Many studies have reported a relationship between zinc and metabolic syndrome – significantly lower zinc levels have been reported in obese patients [15, 16]; similarly lower Zn in obese people is associated with insulin resistance, altered lipid profile, and inflammation as a metabolic disturbing factor [17]. Lower zinc levels have been reported in diabetic patients as compared to their healthy counterparts [18–24]. In adolescents, lower zinc intake has been associated with higher concentration of insulin [25]. The role of zinc in oxidative stress in obese mice has been studied, revealing that zinc works as a cofactor of an antioxidant enzyme of Cu [26]. Zinc regulates the proinflammatory cytokine expression [27], in which white adipose tissue produces interleukin-6 stimulating the secretion of CRP (C-reactive protein) in liver [28]. Zinc influences the expression of PPARs-a (peroxisome proliferator-activated receptors a), which plays a key role in the glucose and lipoprotein metabolism [29, 30]. Zinc supplementation has been reported to decrease the total cholesterol, LDL cholesterol, and triglycerides and increase the HDL cholesterol [26, 31]. Experimental studies suggest adequate Zn status for normal functioning of adipocytes and leptin synthesis [32]. Depletion of zinc has a negative impact on insulin sensitivity and glucose tolerance [33]. In diabetic patients zinc supplementation has been reported to improve the glucose homeostasis [34] by stimulating glycolysis and glucose transportation in adipocytes, and via inhibition of gluconeogenesis [35]. Additionally, the low Zn-a2-glycoprotein gene expression in obese individuals may contribute to the obesity progression linked with lower serum adiponectin levels and higher levels of plasma leptin [9]. Further larger studies are therefore needed to investigate the role of Zn levels in obesity development, as well as whether zinc supplementation may show some beneficial effects in obesity.

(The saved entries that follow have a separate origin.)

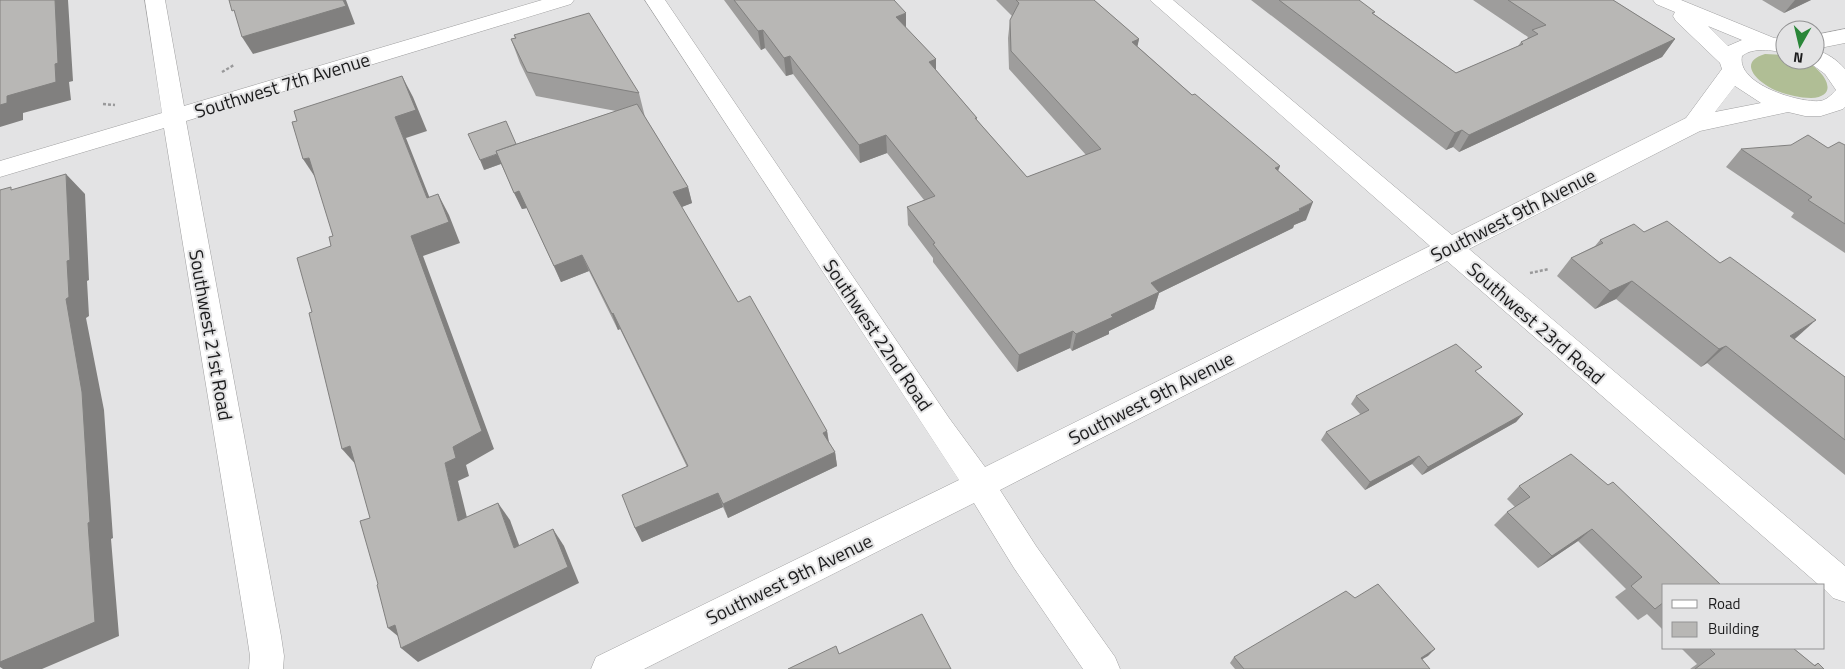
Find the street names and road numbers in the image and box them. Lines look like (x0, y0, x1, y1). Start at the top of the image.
street label: Southwest 7th Avenue (191, 44, 373, 125)
street label: Southwest 9th Avenue (1425, 160, 1600, 269)
street label: Southwest 21st Road (182, 247, 241, 423)
street label: Southwest 22nd Road (817, 253, 940, 416)
street label: Southwest 23rd Road (1461, 255, 1611, 391)
street label: Southwest 9th Avenue (1063, 343, 1238, 452)
street label: Southwest 9th Avenue (701, 526, 877, 631)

As compared to zinc, the role of copper in the various disease processes including obesity and metabolic disorders is less well elucidated. Copper as an antioxidant enzyme works against free radicals to protect the organism against oxidative stress [36]. An increase in copper levels in children with obesity has been noted in previous studies [9, 37]. However, copper levels were found to be significantly low in our study. Copper deficiency has been suggested to contribute to cardiovascular disease, which is a known consequence of obesity, through abnormalities in glucose tolerance, blood pressure control, and lipid metabolism [36].


This study demonstrates low levels of copper and zinc in serum as well as whole blood in children with overweight/obesity. Our findings suggest that while measuring BMI among obese children, monitoring of serum copper and zinc levels should be done in order to avoid deficiency problems. We suggest larger studies to elucidate the role of these essential metals in the development of obesity and their associated co-morbidities.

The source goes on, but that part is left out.